It’s a curious thing.
All sorts of little clicky sounds
are normally irritating.
As, the intermittent clatter of dishes and spoons from the next
room. Only … perhaps the annoyance
does not inhere in the raw sound, but is relative to the surrounding ideation.
For: One of the
“audially erotic” tricks of cinema, is the quick precision k-L!CK of
precise metal gunparts, snapping into place, in the hands of an expert. This gimmick is used with
expertise in the somewhat underrated film “The American”. Here George Clooney plays the role analogous to that
of Edward Fox in “Day of the Jackal”, but more engagingly.
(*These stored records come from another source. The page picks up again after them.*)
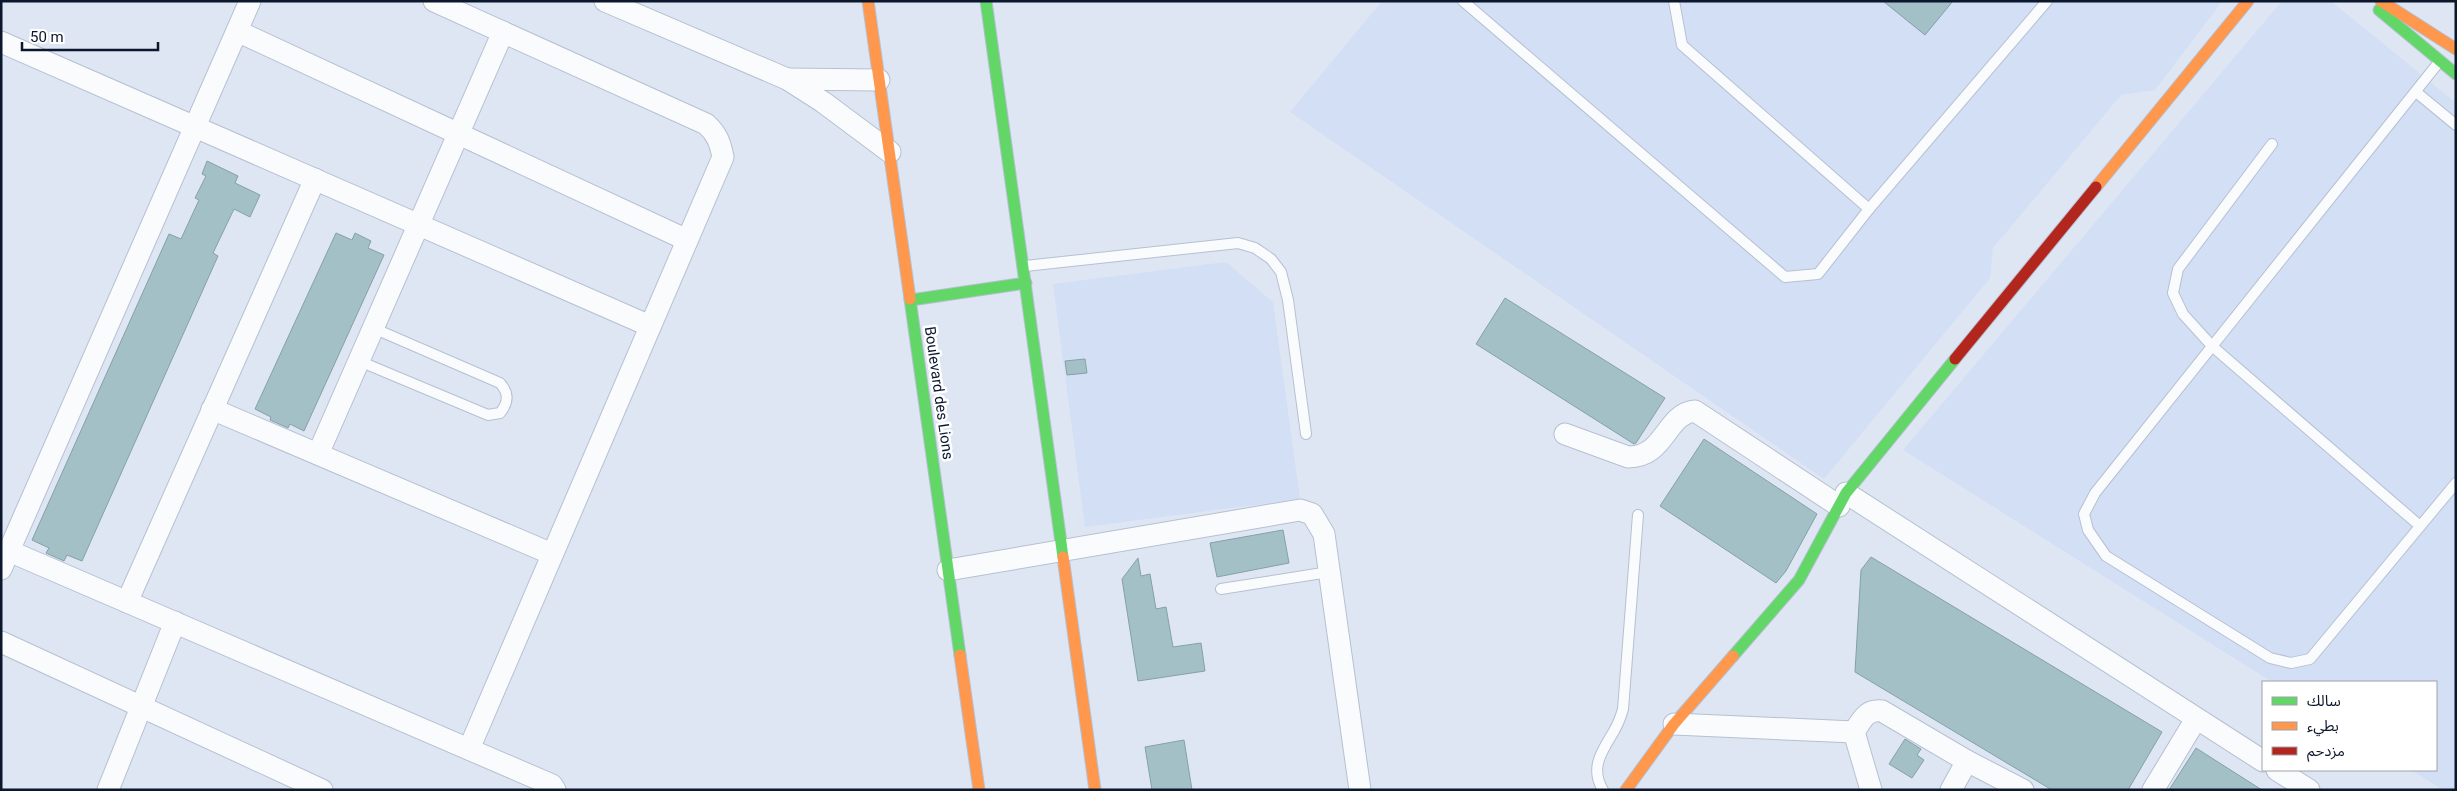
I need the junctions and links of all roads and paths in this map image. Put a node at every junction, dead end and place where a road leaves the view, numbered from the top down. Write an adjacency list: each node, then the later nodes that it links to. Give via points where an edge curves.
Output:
1 (250, 1): 12 (street)
2 (434, 1): 13 (street)
3 (605, 1): 18 (street)
4 (868, 1): 19 (main road, Boulevard des Lions)
5 (986, 1): 30 (main road)
6 (1463, 1): 27 (lane, via 1785,277 1818,274)
7 (1674, 1): 27 (lane, via 1682,45)
8 (2047, 1): 27 (lane)
9 (2248, 1): 42 (main road)
10 (2368, 1): 16 (main road)
11 (2381, 1): 15 (main road)
12 (237, 31): 22 (street); 23 (street)
13 (503, 32): 23 (street); 29 (street, via 706,124 715,132 723,156)
14 (1, 42): 22 (street)
15 (2456, 49)
16 (2440, 61): 17 (main road); 20 (lane)
17 (2456, 74)
18 (787, 80): 19 (street); 25 (street, via 830,106)
19 (880, 80): 25 (main road, Boulevard des Lions)
20 (2416, 92): 21 (lane); 35 (lane)
21 (2456, 125)
22 (196, 127): 26 (street); 47 (street)
23 (459, 134): 28 (street); 29 (street)
24 (2272, 144): 35 (lane, via 2178,269 2173,293 2184,314)
25 (890, 152): 32 (main road, Boulevard des Lions)
26 (314, 179): 28 (street); 37 (street)
27 (1869, 209)
28 (419, 224): 33 (street); 34 (street)
29 (687, 240): 33 (street)
30 (1024, 266): 31 (main road); 38 (lane, via 1238,243 1255,248 1281,272 1288,300)
31 (1026, 283): 32 (main road); 45 (main road)
32 (911, 300): 48 (main road, Boulevard des Lions)
33 (650, 326): 46 (street)
34 (373, 328): 36 (street); 36 (lane, via 500,383 508,397 505,407 500,413 488,415)
35 (2212, 346): 44 (lane); 44 (lane, via 2095,493 2084,514 2088,530 2106,556 2270,658 2291,663 2310,658)
36 (359, 360): 40 (street)
37 (212, 409): 40 (street); 51 (street)
38 (1306, 434)
39 (1565, 434): 42 (street, via 1628,457 1640,457 1650,453 1679,418 1695,411)
40 (318, 454): 46 (street)
41 (2456, 483): 44 (lane)
42 (1842, 500): 55 (street); 56 (main road, via 1799,580)
43 (1638, 515): 68 (lane, via 1623,709 1616,729 1599,756 1596,770)
44 (2420, 526)
45 (1063, 551): 48 (street); 49 (street, via 1300,510 1312,514 1324,534); 66 (main road)
46 (552, 554): 58 (street)
47 (5, 560): 51 (street)
48 (948, 570): 65 (main road, Boulevard des Lions)
49 (1329, 572): 50 (lane); 67 (street)
50 (1221, 589)
51 (127, 602): 52 (street)
52 (175, 622): 54 (street); 58 (street)
53 (1, 642): 54 (street)
54 (141, 707): 62 (street); 63 (street)
55 (2196, 720): 60 (street); 73 (street)
56 (1674, 724): 57 (street); 69 (main road)
57 (1854, 732): 59 (street, via 1865,715 1872,710 1882,711); 70 (street)
58 (469, 749): 64 (street, via 552,785)
59 (1967, 760): 71 (street); 72 (street)
60 (2262, 760)
61 (2279, 771): 74 (street)
62 (108, 790)
63 (322, 790)
64 (555, 790)
65 (979, 790)
66 (1095, 790)
67 (1360, 790)
68 (1603, 790)
69 (1626, 790)
70 (1871, 790)
71 (1951, 790)
72 (2023, 790)
73 (2153, 790)
74 (2309, 790)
Fox has the odor of dishwater,
somehow; Clooney can be vibrantly charismatic,
but here wisely abstains from any fireworks, given his role as a deeply
undercover guy: a discretion
exactly parallel to that of the other Seven-Arts god Ben Affleck, in “Argo”, for quite the same reasons.
Anyhow,
the Cklick; Cklack; of the sniper-rifle
parts,
parallel but surpass
those of the “Jackal”.
In the end, however, such slick tricks are mechanical and
empty: so proves the film to
be. The looks and sounds are
expertly produced; but in the end
it is all sonority without sense.
Plot, motivation, character
-- such details had doubtless been jotted down, but then left in “the
pocket of his other suit”.
Nothing -- beginning with the title, and ending with the World’s
Shortest Shootout -- has any point to it.